- _Problem requirements_
State how many lines of the records contain the string "scale", and give no other information.

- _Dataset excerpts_
+---+

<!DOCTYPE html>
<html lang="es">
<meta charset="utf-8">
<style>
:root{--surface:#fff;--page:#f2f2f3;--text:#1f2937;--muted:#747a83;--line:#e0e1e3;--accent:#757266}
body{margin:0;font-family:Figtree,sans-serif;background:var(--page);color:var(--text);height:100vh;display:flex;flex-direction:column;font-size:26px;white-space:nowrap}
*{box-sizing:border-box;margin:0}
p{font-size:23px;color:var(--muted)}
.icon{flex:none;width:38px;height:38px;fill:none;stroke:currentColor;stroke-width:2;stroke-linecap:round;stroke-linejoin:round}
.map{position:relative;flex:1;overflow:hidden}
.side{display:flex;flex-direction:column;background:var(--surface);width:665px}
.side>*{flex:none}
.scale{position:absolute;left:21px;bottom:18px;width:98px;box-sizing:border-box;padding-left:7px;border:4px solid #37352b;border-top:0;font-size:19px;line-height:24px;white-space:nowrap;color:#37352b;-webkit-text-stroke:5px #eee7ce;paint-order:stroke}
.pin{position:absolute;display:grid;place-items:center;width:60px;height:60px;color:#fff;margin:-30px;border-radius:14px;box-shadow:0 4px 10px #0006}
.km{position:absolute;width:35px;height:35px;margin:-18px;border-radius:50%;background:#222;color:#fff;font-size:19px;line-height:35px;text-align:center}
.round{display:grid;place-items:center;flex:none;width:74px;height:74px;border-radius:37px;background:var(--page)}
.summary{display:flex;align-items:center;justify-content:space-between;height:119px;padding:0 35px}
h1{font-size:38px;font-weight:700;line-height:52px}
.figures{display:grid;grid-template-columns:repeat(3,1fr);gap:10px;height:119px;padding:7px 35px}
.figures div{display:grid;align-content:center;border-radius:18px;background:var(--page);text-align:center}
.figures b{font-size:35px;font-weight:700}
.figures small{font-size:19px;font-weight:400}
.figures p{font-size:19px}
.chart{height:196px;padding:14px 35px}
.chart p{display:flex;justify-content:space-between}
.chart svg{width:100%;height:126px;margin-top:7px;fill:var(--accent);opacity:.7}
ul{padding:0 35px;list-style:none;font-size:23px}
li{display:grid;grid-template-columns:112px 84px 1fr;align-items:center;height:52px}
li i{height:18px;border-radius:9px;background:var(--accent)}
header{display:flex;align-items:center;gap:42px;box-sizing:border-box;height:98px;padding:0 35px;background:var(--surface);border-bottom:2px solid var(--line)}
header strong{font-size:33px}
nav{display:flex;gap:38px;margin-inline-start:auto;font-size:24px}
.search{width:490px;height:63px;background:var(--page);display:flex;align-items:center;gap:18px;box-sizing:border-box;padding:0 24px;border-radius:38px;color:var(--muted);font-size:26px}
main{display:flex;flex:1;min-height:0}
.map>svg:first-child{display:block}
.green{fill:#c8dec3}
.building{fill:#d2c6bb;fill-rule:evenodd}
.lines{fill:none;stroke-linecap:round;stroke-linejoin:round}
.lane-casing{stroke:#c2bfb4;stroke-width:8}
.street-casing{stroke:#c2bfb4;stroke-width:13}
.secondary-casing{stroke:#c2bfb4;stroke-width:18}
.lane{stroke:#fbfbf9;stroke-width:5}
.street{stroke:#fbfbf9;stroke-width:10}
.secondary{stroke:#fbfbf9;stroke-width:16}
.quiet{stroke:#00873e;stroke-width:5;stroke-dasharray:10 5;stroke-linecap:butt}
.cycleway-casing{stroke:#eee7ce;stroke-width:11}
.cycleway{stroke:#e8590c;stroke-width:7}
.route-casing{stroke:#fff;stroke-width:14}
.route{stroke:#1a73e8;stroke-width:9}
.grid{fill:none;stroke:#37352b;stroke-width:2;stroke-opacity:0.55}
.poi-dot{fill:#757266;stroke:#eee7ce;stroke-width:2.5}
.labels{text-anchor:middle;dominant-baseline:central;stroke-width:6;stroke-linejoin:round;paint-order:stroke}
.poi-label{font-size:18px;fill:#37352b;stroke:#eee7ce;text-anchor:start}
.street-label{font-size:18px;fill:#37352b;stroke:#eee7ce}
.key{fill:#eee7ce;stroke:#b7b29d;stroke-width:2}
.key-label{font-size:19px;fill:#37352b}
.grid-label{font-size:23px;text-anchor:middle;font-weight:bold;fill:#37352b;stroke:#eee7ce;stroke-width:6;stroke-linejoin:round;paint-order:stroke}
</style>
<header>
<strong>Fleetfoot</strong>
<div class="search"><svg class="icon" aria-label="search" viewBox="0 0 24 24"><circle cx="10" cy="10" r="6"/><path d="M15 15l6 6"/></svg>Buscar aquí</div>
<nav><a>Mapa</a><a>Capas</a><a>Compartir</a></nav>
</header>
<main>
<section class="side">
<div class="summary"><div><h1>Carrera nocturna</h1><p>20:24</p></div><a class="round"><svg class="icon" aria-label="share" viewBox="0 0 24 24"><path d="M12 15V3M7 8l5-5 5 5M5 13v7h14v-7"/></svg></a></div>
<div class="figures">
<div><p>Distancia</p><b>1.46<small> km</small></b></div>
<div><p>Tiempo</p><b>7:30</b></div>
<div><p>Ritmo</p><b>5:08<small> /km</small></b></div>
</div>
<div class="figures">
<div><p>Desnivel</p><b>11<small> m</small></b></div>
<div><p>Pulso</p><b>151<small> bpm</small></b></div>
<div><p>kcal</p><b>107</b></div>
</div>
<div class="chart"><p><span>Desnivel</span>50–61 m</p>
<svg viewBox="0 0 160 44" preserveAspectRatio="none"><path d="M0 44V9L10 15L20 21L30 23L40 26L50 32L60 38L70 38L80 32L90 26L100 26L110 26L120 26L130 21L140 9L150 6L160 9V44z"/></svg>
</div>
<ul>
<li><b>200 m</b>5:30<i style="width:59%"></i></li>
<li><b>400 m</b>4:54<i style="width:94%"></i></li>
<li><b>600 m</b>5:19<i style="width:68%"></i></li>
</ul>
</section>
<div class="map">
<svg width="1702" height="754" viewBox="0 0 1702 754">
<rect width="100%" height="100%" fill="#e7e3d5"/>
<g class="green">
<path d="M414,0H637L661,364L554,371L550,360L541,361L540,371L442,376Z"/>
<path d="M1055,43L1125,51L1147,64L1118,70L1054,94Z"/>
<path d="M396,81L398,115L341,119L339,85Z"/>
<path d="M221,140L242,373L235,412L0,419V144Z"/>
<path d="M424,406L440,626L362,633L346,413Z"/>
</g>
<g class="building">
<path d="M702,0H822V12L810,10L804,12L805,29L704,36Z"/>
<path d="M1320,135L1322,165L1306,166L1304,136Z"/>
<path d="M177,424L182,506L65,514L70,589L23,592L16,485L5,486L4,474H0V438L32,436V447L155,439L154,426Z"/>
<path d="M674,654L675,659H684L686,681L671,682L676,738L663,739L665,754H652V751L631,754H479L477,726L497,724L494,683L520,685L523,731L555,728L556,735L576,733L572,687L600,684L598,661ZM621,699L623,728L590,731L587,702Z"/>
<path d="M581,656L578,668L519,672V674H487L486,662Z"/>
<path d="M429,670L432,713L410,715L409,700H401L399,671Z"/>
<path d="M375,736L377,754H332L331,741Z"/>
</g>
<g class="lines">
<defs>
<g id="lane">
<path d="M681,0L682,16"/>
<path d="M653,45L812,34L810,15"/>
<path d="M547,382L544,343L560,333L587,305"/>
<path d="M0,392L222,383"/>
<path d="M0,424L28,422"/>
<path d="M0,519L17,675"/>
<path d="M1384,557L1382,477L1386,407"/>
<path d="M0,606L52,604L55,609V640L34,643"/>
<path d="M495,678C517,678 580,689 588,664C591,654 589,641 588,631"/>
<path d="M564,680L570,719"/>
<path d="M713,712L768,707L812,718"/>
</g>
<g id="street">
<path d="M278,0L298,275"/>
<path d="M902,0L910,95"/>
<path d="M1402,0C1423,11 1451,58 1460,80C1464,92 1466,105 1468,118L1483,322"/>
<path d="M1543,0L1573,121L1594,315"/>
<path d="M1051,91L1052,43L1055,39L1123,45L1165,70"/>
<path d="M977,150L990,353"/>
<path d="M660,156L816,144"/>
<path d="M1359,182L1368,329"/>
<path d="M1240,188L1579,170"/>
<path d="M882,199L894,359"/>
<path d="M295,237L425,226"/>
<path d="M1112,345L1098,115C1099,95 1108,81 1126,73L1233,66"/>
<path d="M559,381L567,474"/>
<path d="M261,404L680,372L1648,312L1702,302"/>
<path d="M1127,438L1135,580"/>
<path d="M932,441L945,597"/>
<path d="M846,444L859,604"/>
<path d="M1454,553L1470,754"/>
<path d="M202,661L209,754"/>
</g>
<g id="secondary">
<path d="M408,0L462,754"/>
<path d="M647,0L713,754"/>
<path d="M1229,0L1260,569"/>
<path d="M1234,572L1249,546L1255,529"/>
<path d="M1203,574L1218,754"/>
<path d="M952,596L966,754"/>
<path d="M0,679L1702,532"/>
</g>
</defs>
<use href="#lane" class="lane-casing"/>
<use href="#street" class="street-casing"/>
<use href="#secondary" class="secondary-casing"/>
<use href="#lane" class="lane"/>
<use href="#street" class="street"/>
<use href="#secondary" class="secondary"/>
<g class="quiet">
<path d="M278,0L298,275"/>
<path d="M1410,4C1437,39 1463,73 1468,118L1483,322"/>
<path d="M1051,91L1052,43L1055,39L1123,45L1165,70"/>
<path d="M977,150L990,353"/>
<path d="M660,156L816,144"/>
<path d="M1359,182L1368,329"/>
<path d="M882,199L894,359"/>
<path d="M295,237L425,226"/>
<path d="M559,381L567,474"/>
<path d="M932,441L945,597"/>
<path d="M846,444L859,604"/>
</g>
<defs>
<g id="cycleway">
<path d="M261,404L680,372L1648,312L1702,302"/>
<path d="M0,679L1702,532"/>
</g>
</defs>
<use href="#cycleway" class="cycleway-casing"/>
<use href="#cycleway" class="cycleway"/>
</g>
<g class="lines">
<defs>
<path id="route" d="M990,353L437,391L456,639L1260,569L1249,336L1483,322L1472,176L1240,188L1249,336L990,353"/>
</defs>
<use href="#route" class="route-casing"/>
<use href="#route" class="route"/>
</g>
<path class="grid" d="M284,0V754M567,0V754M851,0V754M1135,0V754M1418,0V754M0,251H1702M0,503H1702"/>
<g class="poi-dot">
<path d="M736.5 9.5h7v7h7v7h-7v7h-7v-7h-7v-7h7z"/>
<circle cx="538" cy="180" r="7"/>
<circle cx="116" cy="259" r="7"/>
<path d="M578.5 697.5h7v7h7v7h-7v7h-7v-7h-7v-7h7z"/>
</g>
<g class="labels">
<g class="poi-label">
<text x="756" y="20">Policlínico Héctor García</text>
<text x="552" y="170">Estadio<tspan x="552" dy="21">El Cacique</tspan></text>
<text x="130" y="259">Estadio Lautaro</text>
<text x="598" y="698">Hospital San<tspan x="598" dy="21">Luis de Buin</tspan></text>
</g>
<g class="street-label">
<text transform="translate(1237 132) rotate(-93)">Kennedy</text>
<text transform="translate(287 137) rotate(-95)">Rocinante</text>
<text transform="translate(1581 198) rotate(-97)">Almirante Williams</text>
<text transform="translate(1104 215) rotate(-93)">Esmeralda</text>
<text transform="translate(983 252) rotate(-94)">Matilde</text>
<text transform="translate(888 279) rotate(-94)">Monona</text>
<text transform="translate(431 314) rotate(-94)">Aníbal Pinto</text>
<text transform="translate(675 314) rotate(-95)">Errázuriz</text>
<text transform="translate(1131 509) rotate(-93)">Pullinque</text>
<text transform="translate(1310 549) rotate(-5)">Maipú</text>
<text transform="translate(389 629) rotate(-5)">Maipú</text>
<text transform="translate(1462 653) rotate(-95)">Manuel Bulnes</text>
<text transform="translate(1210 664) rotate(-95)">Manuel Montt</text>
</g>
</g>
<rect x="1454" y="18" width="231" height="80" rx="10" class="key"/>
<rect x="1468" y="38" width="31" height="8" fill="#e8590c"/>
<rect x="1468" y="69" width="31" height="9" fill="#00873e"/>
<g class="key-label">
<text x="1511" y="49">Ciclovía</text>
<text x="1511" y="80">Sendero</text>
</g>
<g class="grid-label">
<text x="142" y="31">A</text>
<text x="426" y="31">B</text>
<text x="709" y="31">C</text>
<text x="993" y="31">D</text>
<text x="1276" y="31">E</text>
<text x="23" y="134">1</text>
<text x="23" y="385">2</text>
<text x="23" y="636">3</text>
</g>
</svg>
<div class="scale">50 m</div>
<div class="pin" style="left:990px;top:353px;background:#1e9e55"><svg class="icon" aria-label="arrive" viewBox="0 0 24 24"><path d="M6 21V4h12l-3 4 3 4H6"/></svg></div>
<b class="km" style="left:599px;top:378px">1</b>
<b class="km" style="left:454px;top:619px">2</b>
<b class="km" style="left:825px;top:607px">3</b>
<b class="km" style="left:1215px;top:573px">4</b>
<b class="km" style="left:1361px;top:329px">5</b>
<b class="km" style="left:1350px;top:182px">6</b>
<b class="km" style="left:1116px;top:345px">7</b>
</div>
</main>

+---+

- _Exercise result_
2